Leave out the pictures and copy every record exactly.

(The input)

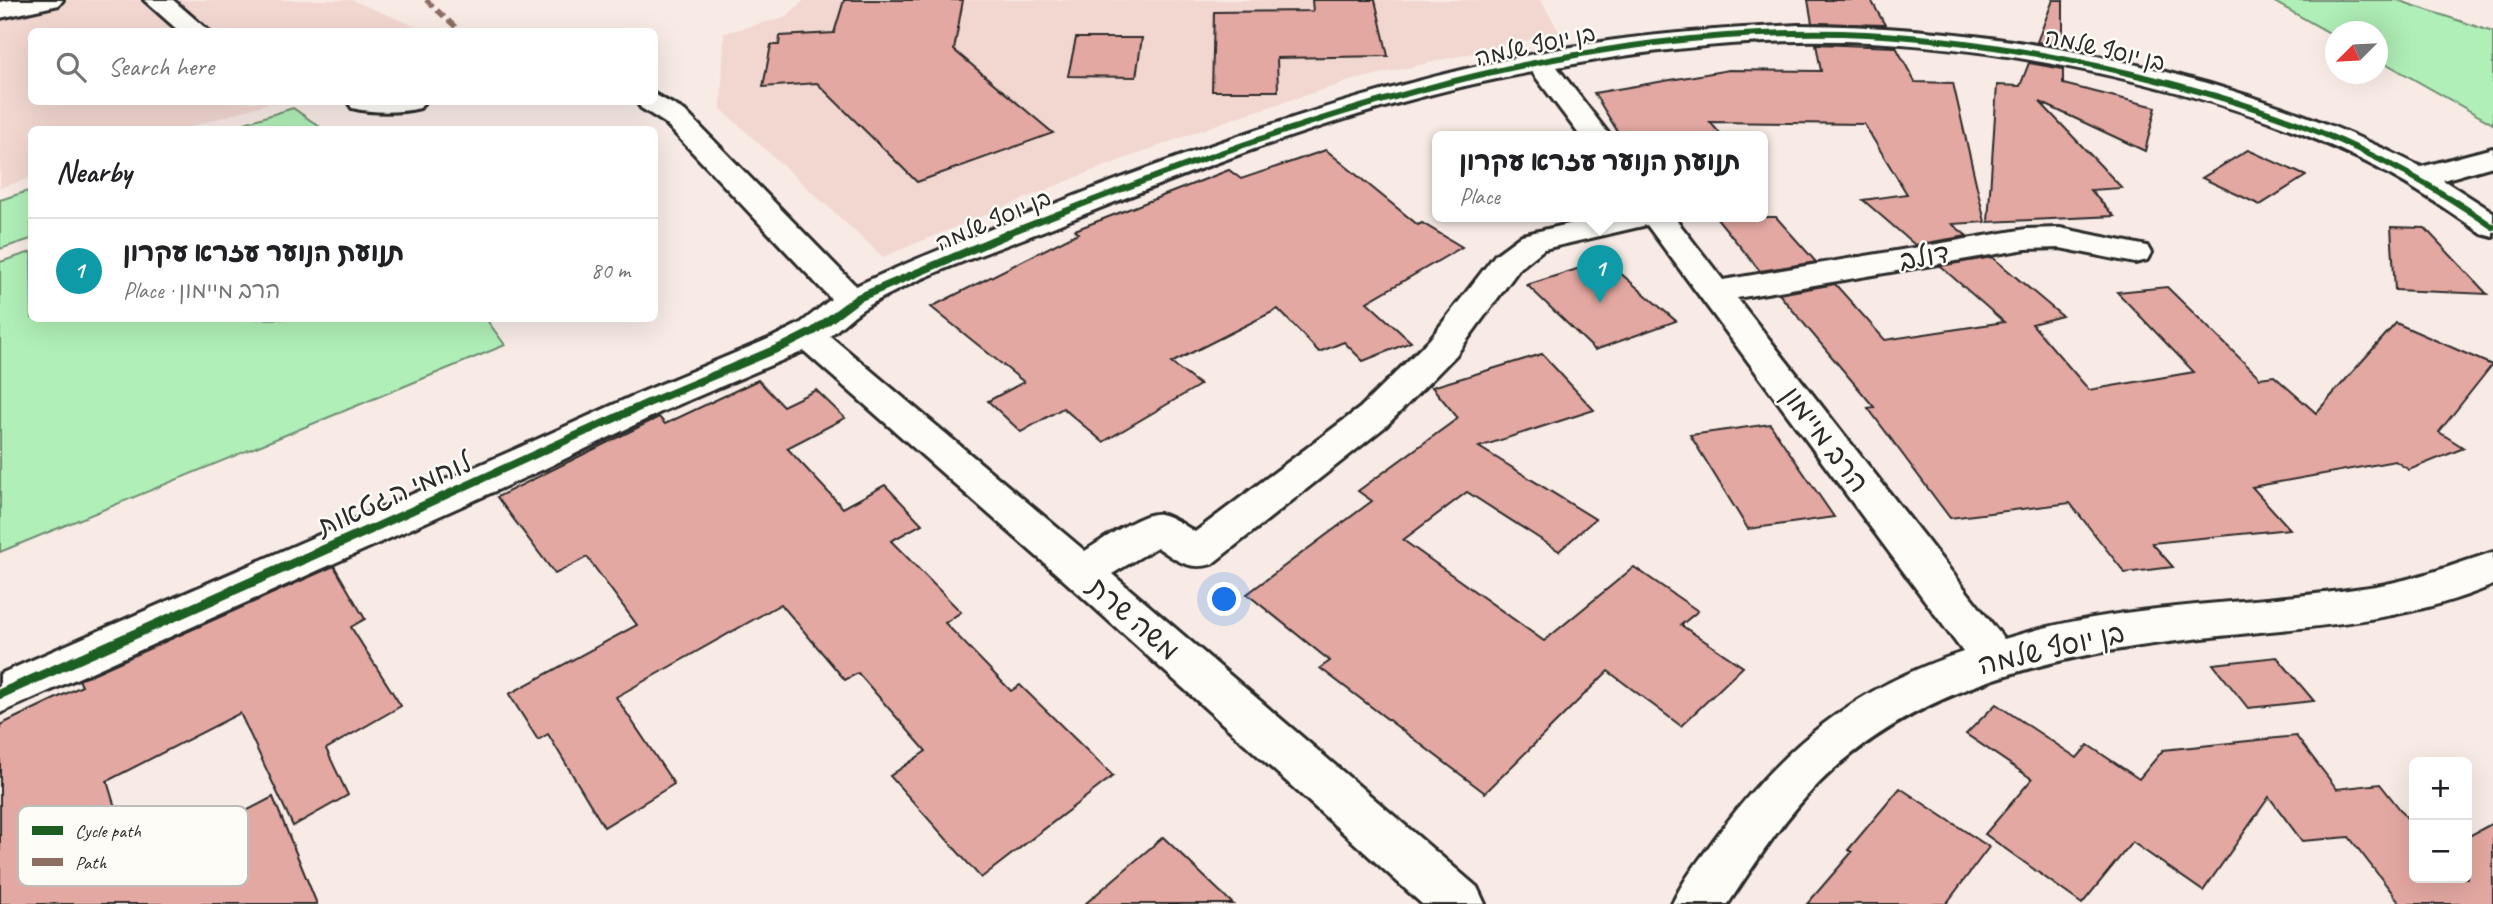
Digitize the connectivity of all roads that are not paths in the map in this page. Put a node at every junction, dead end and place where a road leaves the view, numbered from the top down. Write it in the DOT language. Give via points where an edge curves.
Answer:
graph roads {
  1 [pos="50,0"];
  2 [pos="157,0"];
  3 [pos="0,10"];
  4 [pos="192,28"];
  5 [pos="1539,62"];
  6 [pos="656,105"];
  7 [pos="1591,131"];
  8 [pos="2493,157"];
  9 [pos="2418,177"];
  10 [pos="1620,222"];
  11 [pos="1661,222"];
  12 [pos="2493,227"];
  13 [pos="2135,253"];
  14 [pos="1714,292"];
  15 [pos="852,301"];
  16 [pos="807,335"];
  17 [pos="2493,568"];
  18 [pos="1082,572"];
  19 [pos="1994,660"];
  20 [pos="0,694"];
  21 [pos="1459,904"];
  22 [pos="1698,904"];
  1 -- 3 [label="street"];
  2 -- 4 [label="street"];
  5 -- 7 [label="street"];
  5 -- 9 [label="street, בן יוסף שלמה" via="1670,41 1800,33 2020,50 2157,80 2292,118"];
  5 -- 15 [label="street, בן יוסף שלמה" via="1384,99 1230,149 1137,182"];
  6 -- 15 [label="street" via="676,117"];
  8 -- 9 [label="street"];
  9 -- 12 [label="street, בן יוסף שלמה"];
  10 -- 18 [label="street" via="1533,242 1507,262 1443,346 1373,417 1197,553 1157,527"];
  11 -- 14 [label="street, הרב מיימון"];
  13 -- 14 [label="street, דולב" via="2060,238 2026,239"];
  14 -- 19 [label="street, הרב מיימון"];
  15 -- 16 [label="street, בן יוסף שלמה"];
  16 -- 18 [label="street, משה שרת"];
  16 -- 20 [label="street, לוחמי הגטאות" via="596,425 530,459"];
  17 -- 19 [label="street, בן יוסף שלמה" via="2407,599 2146,626 2055,642"];
  18 -- 21 [label="street, משה שרת"];
  19 -- 22 [label="street, בן יוסף שלמה" via="1956,671 1876,710 1804,766"];
}
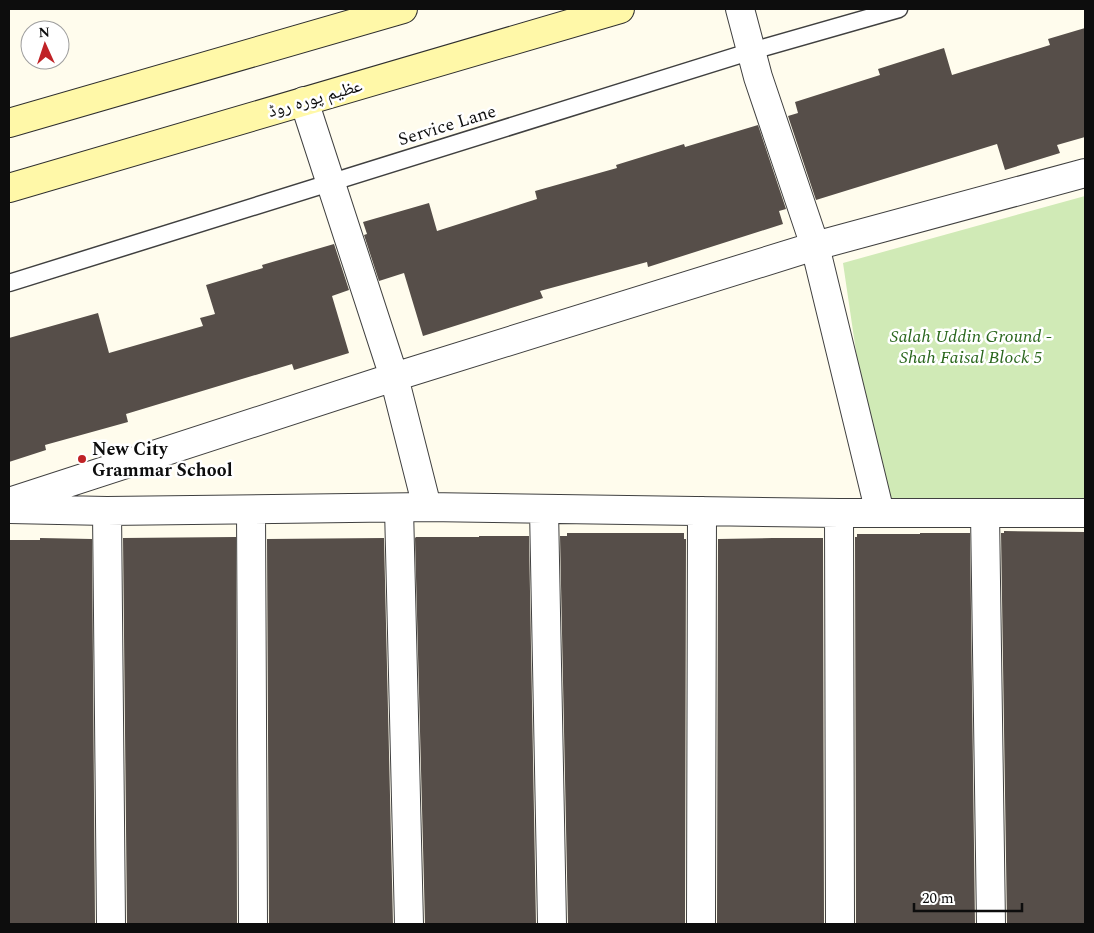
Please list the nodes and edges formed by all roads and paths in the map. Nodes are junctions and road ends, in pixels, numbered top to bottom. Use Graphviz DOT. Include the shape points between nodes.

(End The input)

→ Task output
Digitize the connectivity of all roads that are not paths in the map in this page. Put a node at every junction, dead end and place where a road leaves the view, numbered from the top down. Write it in the DOT language. Give via points where an edge curves.
Answer:
graph roads {
  1 [pos="50,0"];
  2 [pos="157,0"];
  3 [pos="0,10"];
  4 [pos="192,28"];
  5 [pos="1539,62"];
  6 [pos="656,105"];
  7 [pos="1591,131"];
  8 [pos="2493,157"];
  9 [pos="2418,177"];
  10 [pos="1620,222"];
  11 [pos="1661,222"];
  12 [pos="2493,227"];
  13 [pos="2135,253"];
  14 [pos="1714,292"];
  15 [pos="852,301"];
  16 [pos="807,335"];
  17 [pos="2493,568"];
  18 [pos="1082,572"];
  19 [pos="1994,660"];
  20 [pos="0,694"];
  21 [pos="1459,904"];
  22 [pos="1698,904"];
  1 -- 3 [label="street"];
  2 -- 4 [label="street"];
  5 -- 7 [label="street"];
  5 -- 9 [label="street, בן יוסף שלמה" via="1670,41 1800,33 2020,50 2157,80 2292,118"];
  5 -- 15 [label="street, בן יוסף שלמה" via="1384,99 1230,149 1137,182"];
  6 -- 15 [label="street" via="676,117"];
  8 -- 9 [label="street"];
  9 -- 12 [label="street, בן יוסף שלמה"];
  10 -- 18 [label="street" via="1533,242 1507,262 1443,346 1373,417 1197,553 1157,527"];
  11 -- 14 [label="street, הרב מיימון"];
  13 -- 14 [label="street, דולב" via="2060,238 2026,239"];
  14 -- 19 [label="street, הרב מיימון"];
  15 -- 16 [label="street, בן יוסף שלמה"];
  16 -- 18 [label="street, משה שרת"];
  16 -- 20 [label="street, לוחמי הגטאות" via="596,425 530,459"];
  17 -- 19 [label="street, בן יוסף שלמה" via="2407,599 2146,626 2055,642"];
  18 -- 21 [label="street, משה שרת"];
  19 -- 22 [label="street, בן יוסף שלמה" via="1956,671 1876,710 1804,766"];
}
Please list the nodes and edges formed by all roads and paths in the map. Nodes are junctions and road ends, in pixels, numbered top to bottom. Use Graphviz DOT. Include the shape points between nodes.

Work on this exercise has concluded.